O que o plebiscito de 4 de setembro mostrou é que os chilenos não votaram a favor da nova ou da velha Constituição, mas contra o presidente Gabriel Boric. A população não rejeitou o texto proposto pela Convenção Constitucional para manter a Constituição de Augusto Pinochet, mas contra o que representa a esquerda hoje no poder. Ao contrario do que diz Gustavo Petro, presidente da Colômbia, Pinochet não “reviveu”. A esquerda de Boric prometeu grandes mudanças, mas demonstra não poder implementá-las.
Até mesmo a maioria dos Mapuche rejeitou a nova constituição, não porque quisessem manter a de Pinochet, mas porque, como outros antes dele, Boric militarizou seu território. Porque a esquerda não os apoia em sua declaração de autonomia do Estado chileno. Porque a nova constituição continuaria a vinculá-los à República do Chile. Porque a constituinte Elisa Loncón não surgiu do consenso dos Mapuche, mas do movimento da esquerda.
Quem também saiu vitorioso foi o medo. No espetáculo da democracia é possível, por meio da publicidade, ligar ou desligar ideias. A democracia não capta a verdadeira essência de um povo, uma vez pode ser facilmente manipulada por propagandas maliciosas.

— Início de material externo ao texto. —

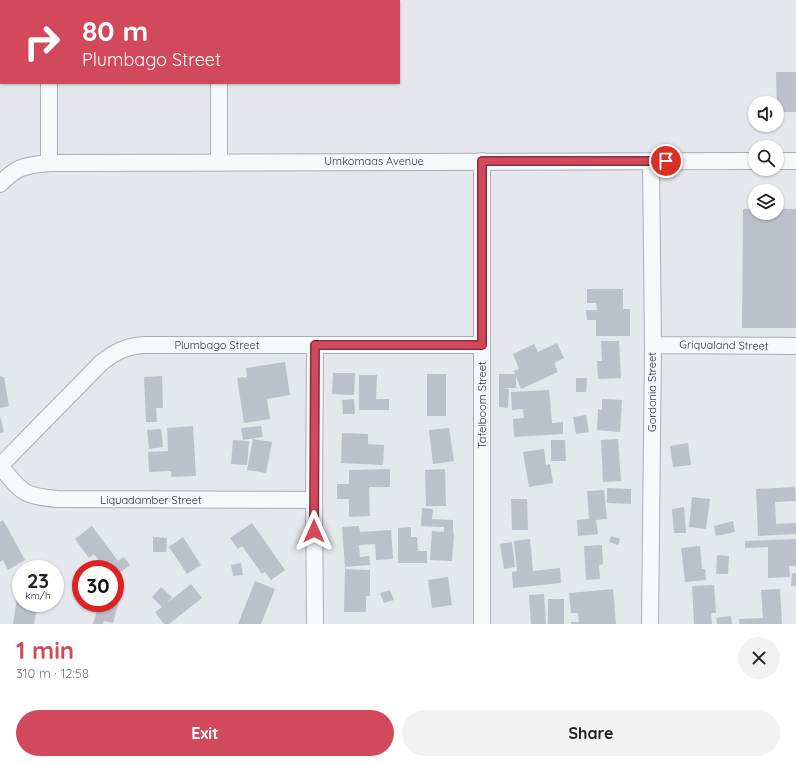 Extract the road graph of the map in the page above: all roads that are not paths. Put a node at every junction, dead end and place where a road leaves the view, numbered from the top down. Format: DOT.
graph roads {
  1 [pos="49,84"];
  2 [pos="219,84"];
  3 [pos="482,161"];
  4 [pos="651,161"];
  5 [pos="748,161"];
  6 [pos="784,161"];
  7 [pos="796,161"];
  8 [pos="219,162"];
  9 [pos="49,163"];
  10 [pos="0,184"];
  11 [pos="315,345"];
  12 [pos="482,345"];
  13 [pos="653,345"];
  14 [pos="796,346"];
  15 [pos="0,466"];
  16 [pos="314,500"];
  17 [pos="315,624"];
  18 [pos="482,624"];
  19 [pos="650,624"];
  1 -- 9 [label="street"];
  2 -- 8 [label="street"];
  3 -- 4 [label="street, Umkomaas Avenue"];
  3 -- 8 [label="street, Umkomaas Avenue"];
  3 -- 12 [label="street, Tafelboom Street"];
  4 -- 5 [label="street, Umkomaas Avenue"];
  4 -- 13 [label="street, Gordonia Street"];
  6 -- 7 [label="street"];
  8 -- 9 [label="street, Umkomaas Avenue"];
  9 -- 10 [label="street, Umkomaas Avenue"];
  11 -- 12 [label="street, Plumbago Street"];
  11 -- 15 [label="street, Plumbago Street"];
  11 -- 16 [label="street"];
  12 -- 18 [label="street, Tafelboom Street"];
  13 -- 14 [label="street, Griqualand Street"];
  13 -- 19 [label="street, Gordonia Street"];
  15 -- 16 [label="street, Liquadamber Street"];
  16 -- 17 [label="street"];
} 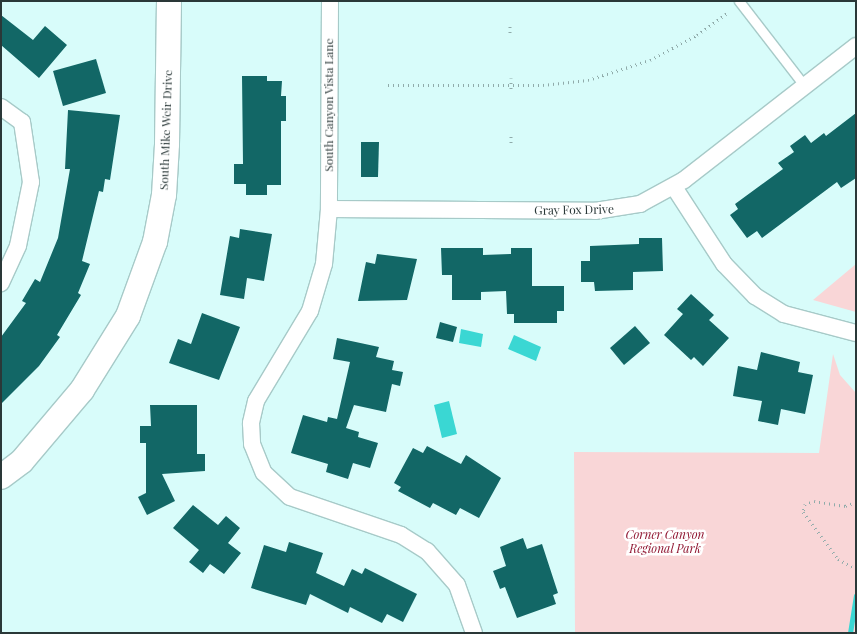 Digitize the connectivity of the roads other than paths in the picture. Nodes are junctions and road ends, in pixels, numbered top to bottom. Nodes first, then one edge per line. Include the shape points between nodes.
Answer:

Assim, a visão do buen vivir (bem viver) propõe formas alternativas, concretas e diretas, como a sociocracia e a comunocracia. Se essa ideologia fosse praticada no Chile, o país teria buscado a participação de diferentes grupos, tentando chegar a um consenso que vem de baixo, e não deixá-lo nas mãos de uns poucos esclarecidos, que resolvem tudo de cima.
O processo constituinte e seu resultado representam um golpe à esquerda, que acredita que as mudanças são produzidas por meio de leis (anteriormente pelas armas) e principalmente por meio do pensamento e da ordem liberais. É necessária uma reflexão para buscar a mudança a partir de baixo, gerando transformações profundas que vão além do Estado, da democracia e dos partidos, forjando caminhos pós-estatais. Caso contrário, permaneceremos no pêndulo eterno: recentemente venceu Boric, depois será alguém de direita. E assim por diante.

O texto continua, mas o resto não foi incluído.